Los impulsos coartados se derraman, y el derrame es sentimiento, el derrame es pasión, el derrame es incluso locura; ello depende de la fuerza de la corriente. Y de la altura y la resistencia del dique. La corriente que no es detenida por ningún obstáculo fluye suavemente, bajando por los canales predestinados hasta producir un bienestar tranquilo.
El embrión está hambriento; día tras día, la bomba de sucedáneo de la sangre gira a ochocientas revoluciones por minuto. El niño decantado llora; inmediatamente aparece una enfermera con un frasco de secreción externa. Los sentimientos proliferan en el intervalo de tiempo entre el deseo y su consumación. Abreviad este intervalo, derribad esos viejos diques innecesarios.
– ¡Afortunados muchachos! -dijo el Interventor-. No se ahorraron esfuerzos para hacer que sus vidas fuesen emocionalmente fáciles, para preservarles, en la medida de lo posible, de toda emoción.
– ¡Ford está en su viejo carromato! -murmuró el D.I.C.-. Todo marcha bien en el mundo.
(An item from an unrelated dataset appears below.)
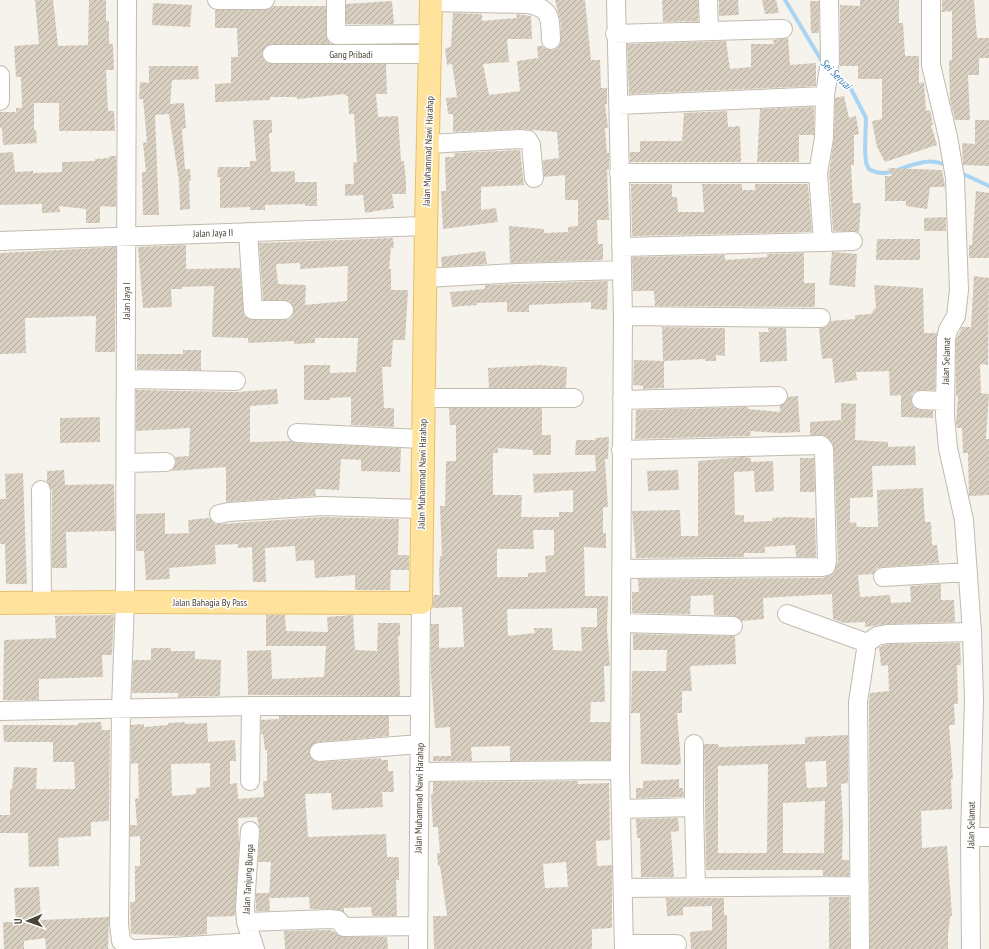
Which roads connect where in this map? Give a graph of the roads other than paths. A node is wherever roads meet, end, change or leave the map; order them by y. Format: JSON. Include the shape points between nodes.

– ¿Lenina Crowne? -dijo Henry Foster, repitiendo la pregunta del Predestinador Ayudante mientras cerraba la cremallera de sus pantalones-. Es una muchacha estupenda. Maravillosamente neumática. Me sorprende que no la hayas tenido.
– La verdad es que no comprendo cómo pudo ser -dijo el Predestinador Ayudante-. Pero lo haré. En la primera ocasión.
Desde su lugar, en el extremo opuesto de la nave del vestuario, Bernard Marx oyó lo que decían y palideció.